東畑 初めまして。去年、紀伊國屋書店が主催の「キノベス!」の1位にブレイディさんの『ぼくはイエローでホワイトで、ちょっとブルー』が、紀伊國屋じんぶん大賞に僕の『居るのはつらいよ』が選ばれました。授賞式でお目にかかれると思っていたんですが、なくなってしまいましたね。

ブレイディ 私も楽しみにしていたので、残念でした。

東畑 ブレイディさんが住んでらっしゃるイギリスは「コロナと共に生きる」が合言葉になり、マスクをしていない人がほとんどだそうですね。朝日新聞に書かれたコラムを読んで、日本と大違いだと驚きました。

ブレイディ スーパー、カフェやレストランでもマスクをしないのが普通です。一日あたりの新規感染者数はヨーロッパの中でも多いのに、自由を楽しんでいますね。ただ、私は今年1月からの3回目のロックダウンが精神的にきつくて、うつになりかけたんです。

東畑 いったい、どんな状態だったんですか。

ブレイディ 外出はエクササイズや散歩ぐらいしか許されていなくて、公園のベンチに座っているだけで警察官に怒られるほど厳しく、私権の制限が本当にこたえました。「あれ以上やられたら精神的に持たない」と今でも多くの人が言い、ロックダウンを機にアルコール依存症も増えた。美容師の友達によれば、ワインをペットボトルに入れて店に来る人もいたそうです。ママ友たちとの最近の話題はオンラインカウンセリングの良し悪し。「Zoomじゃ駄目よね」「余計落ち込んだ」という人がいます。

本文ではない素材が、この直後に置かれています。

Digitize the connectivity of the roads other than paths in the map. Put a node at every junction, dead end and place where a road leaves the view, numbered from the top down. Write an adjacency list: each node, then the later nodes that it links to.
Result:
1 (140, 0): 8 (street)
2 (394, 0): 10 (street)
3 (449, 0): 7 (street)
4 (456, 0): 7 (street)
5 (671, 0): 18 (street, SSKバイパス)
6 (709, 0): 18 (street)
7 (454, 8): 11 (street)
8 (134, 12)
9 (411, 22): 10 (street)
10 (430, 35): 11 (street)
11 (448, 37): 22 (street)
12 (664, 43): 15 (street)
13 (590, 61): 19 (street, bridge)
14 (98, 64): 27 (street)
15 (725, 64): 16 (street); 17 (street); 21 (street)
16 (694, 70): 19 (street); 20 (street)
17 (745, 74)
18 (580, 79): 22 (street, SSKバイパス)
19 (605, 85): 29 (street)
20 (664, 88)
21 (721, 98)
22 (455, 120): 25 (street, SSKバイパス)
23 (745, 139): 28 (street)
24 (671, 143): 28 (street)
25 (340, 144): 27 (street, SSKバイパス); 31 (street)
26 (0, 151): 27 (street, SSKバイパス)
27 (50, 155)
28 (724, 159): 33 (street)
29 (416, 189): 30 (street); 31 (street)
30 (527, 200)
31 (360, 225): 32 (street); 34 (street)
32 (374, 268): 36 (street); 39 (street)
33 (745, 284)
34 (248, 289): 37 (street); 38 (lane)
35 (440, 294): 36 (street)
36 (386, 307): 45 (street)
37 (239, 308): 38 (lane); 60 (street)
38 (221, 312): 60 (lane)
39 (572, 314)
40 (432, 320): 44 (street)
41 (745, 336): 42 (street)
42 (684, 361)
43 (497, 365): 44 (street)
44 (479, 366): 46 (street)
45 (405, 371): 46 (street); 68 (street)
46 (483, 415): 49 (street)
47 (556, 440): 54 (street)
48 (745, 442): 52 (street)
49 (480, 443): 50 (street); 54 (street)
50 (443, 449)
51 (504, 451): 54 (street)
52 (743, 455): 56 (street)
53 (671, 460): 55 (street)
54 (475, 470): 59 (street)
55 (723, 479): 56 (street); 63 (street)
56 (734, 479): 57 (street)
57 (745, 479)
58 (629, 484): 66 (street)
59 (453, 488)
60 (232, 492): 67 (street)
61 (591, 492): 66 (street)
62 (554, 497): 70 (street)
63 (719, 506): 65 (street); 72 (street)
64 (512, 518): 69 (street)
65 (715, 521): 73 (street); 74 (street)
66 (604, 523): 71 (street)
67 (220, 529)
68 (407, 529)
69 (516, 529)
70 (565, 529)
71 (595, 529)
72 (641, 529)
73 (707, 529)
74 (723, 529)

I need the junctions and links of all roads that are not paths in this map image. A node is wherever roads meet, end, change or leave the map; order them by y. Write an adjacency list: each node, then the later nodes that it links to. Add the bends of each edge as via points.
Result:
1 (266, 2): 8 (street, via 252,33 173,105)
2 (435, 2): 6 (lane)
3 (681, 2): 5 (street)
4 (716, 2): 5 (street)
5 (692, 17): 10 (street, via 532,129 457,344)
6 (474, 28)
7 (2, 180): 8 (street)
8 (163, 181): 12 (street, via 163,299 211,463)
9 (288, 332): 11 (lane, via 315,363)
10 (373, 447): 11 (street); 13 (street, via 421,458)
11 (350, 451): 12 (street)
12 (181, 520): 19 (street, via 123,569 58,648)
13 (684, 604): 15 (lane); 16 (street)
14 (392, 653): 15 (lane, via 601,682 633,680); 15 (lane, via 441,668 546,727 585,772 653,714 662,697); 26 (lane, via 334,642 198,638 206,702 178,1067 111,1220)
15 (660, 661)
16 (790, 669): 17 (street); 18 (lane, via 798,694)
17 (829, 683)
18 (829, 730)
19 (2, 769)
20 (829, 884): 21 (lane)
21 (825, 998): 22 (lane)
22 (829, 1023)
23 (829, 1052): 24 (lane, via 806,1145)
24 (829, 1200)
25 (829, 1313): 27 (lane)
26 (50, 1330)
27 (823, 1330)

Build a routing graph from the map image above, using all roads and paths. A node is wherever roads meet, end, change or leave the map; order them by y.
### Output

東畑 オンラインは最後ブツッと切れるのがつらいんですよね(笑)。厳格なロックダウンで、人権を制限されると、心は苦しくなります。自由と心って個人なるものの深いところで深く結びついていますから。僕はコロナ禍という危機だからこそ、心理士として個人の心について書くべきだと思い、週刊文春の連載を前倒しして昨年5月から始めました。でも書くネタを探して新聞やテレビ、SNSを見ても、政治や経済の大きな話や、感染者数や陽性率などのデータばかり。個の心についての話はどこにもなかったんです。

ブレイディ 連載をまとめた『心はどこへ消えた?』をすごく楽しく読みました。馬耳東風にちなんだ「バジー東畑」というキャラや書き方から、私の好きな遠藤周作の狐狸庵先生シリーズを思い出したんです。

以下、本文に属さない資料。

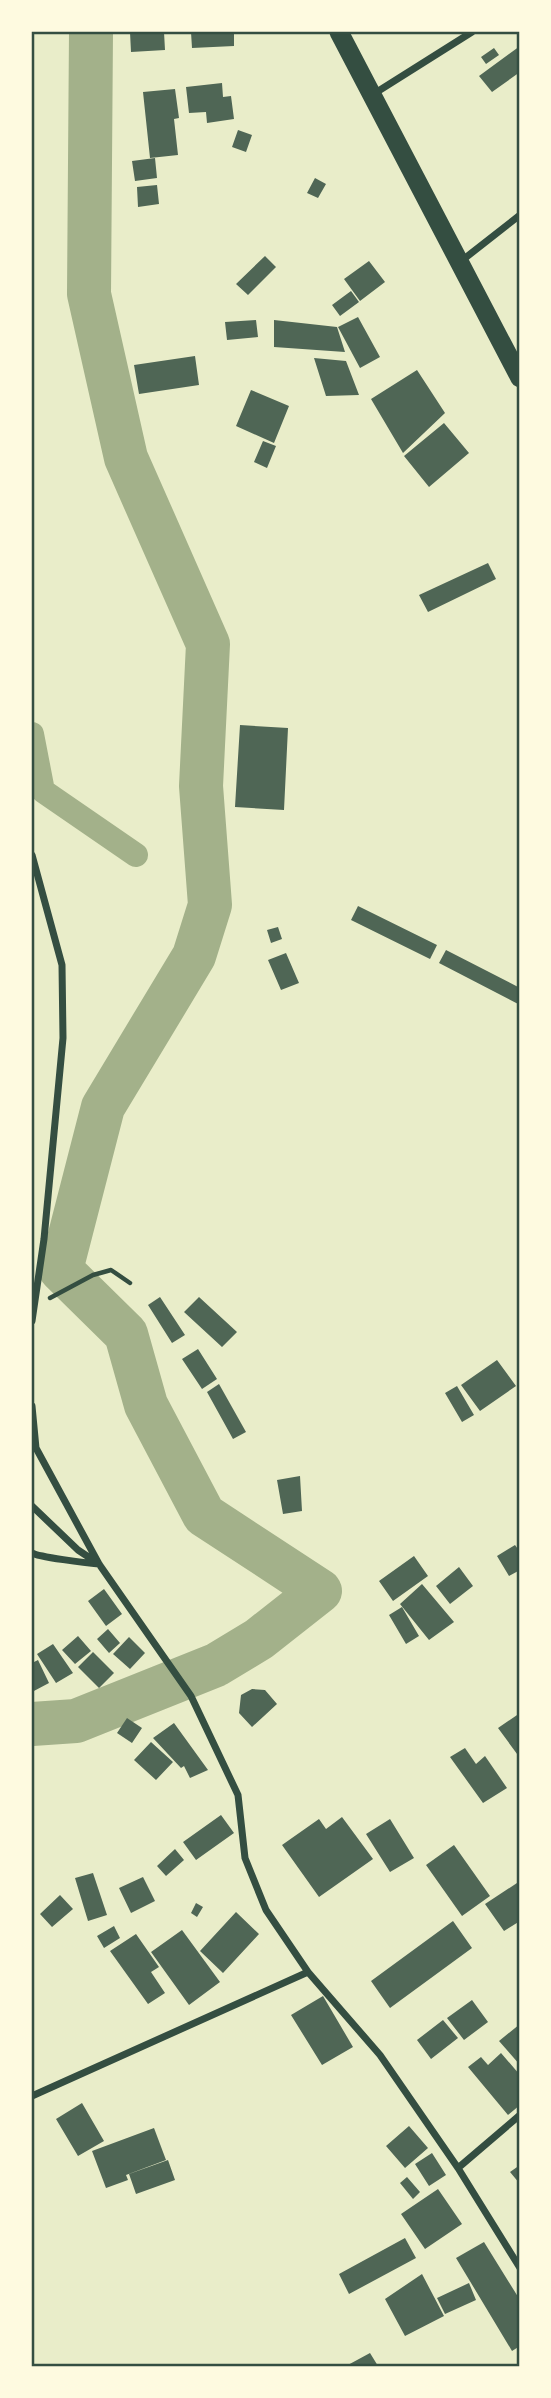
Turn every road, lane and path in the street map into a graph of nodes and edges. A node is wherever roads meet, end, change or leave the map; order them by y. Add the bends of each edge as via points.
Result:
1 (339, 32) edge
2 (472, 32) edge
3 (372, 95) junction
4 (520, 215) edge
5 (460, 262) junction
6 (520, 378) edge
7 (32, 855) edge
8 (130, 1283) dead end
9 (34, 1306) junction
10 (32, 1321) edge
11 (32, 1406) edge
12 (32, 1506) edge
13 (32, 1553) edge
14 (99, 1564) junction
15 (308, 1972) junction
16 (32, 2096) edge
17 (520, 2115) edge
18 (457, 2168) junction
19 (520, 2268) edge

1 - 3 highway
2 - 3 street
3 - 5 highway
4 - 5 street
5 - 6 highway
7 - 9 street via 62,965 63,1038
8 - 9 path via 111,1270
9 - 10 street
11 - 14 street via 36,1448
12 - 14 street
13 - 14 street via 40,1558
14 - 15 street via 191,1696 237,1795 245,1858 266,1910
15 - 16 street
15 - 18 street via 380,2055
17 - 18 street
18 - 19 street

『心はどこへ消えた?』(小社刊)は読むと安眠できるという感想も

東畑 ありがとうございます。僕は遠藤周作が好きで、若い時に恋愛についてのエッセイを読んでいました。ギャグの中に突然出てくる抒情的な表現にグッときて。

ブレイディ 笑いながら胸に来るんですよね。東畑さんは、「心」は「体でも、物でもない」と否定形で定義されていると書いていますが、私は「脳って体では」と思っちゃった。心の定義で、私が思ったのは英語では何と言うのかということ。息子の学校で「mindとheartの違いは何か」という課題が出て、家族で考えたことがあります。私は、マインドは脳、ハートは胸という感覚。アイリッシュの夫は「ロジカルに感じたり思ったりするのがマインドで、エモーショナルに感じるものがハート。スピリチュアルのspiritもある」。言われてみると、日本語で「心」と一言で言っても範囲が広い。「そもそも心って何でしょう?」というのが、一番に聞きたかったんです。

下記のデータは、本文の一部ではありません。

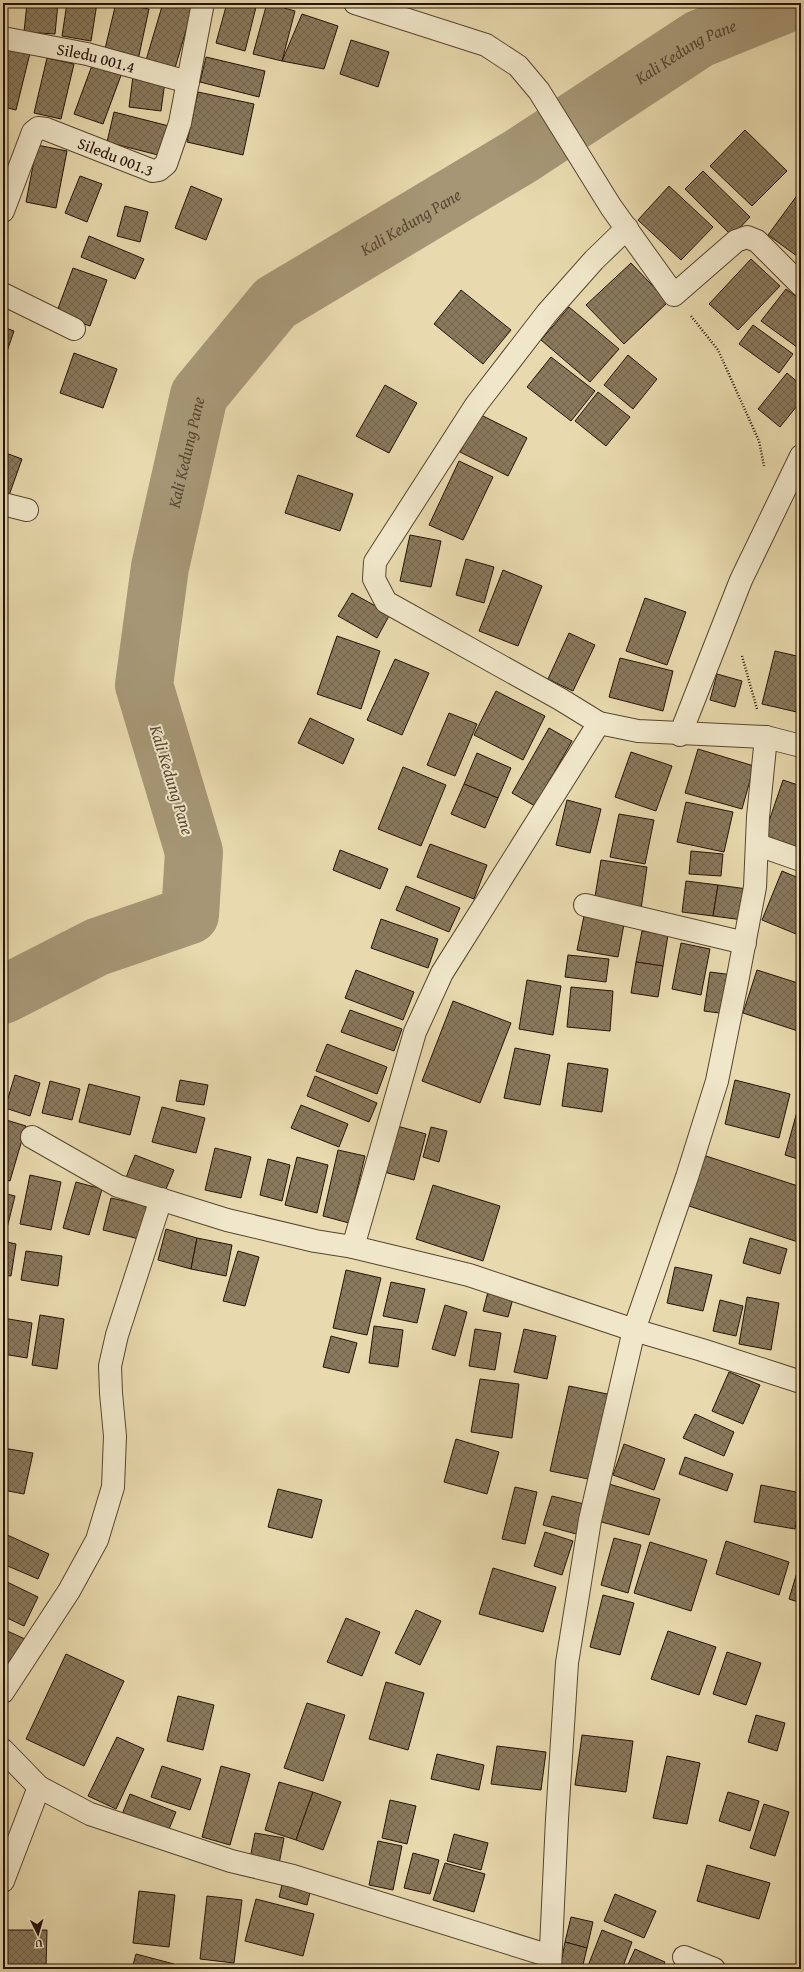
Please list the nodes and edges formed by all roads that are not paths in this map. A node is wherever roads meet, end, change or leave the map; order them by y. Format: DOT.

東畑 大学で心理学を教えていますが、毎年新入生たちががっかりするのを目撃します。「他者の心をケアしたい」「自分の心を知りたい」とハートについての学問を学ぼうとしたのに、授業では認知機能や情報処理過程などマインドの話ばかりだから(笑)。一般に日常生活の中で「心が痛い」「心が寂しい」というときの心にはマインドとハート、哲学でいえば「理性と情念」の両方が含まれています。つまり、マインドがハートのことを考えているとき、「心がつらい」「心が癒やされた」などと感じることができる。理性で考える能動的な私と、情念という受動的な私が「何を感じているのか」「私はどういう人か」と対話することから生まれるものが、いわゆる「心」なのだと思います。

アナキストは個の力を信じる

ブレイディ なるほど。私はマインドで自分自身のハートを知ることをほとんどしていないのに気づきました(笑)。以前、詩人の伊藤比呂美さんに「海外で日本人差別された時にどういう気持ちになる?」と聞かれて、うまく答えられなかったんです。私はそういう時に自分の気持ちを見つめるより「次の一手をどう出るか」を考えてしまうから。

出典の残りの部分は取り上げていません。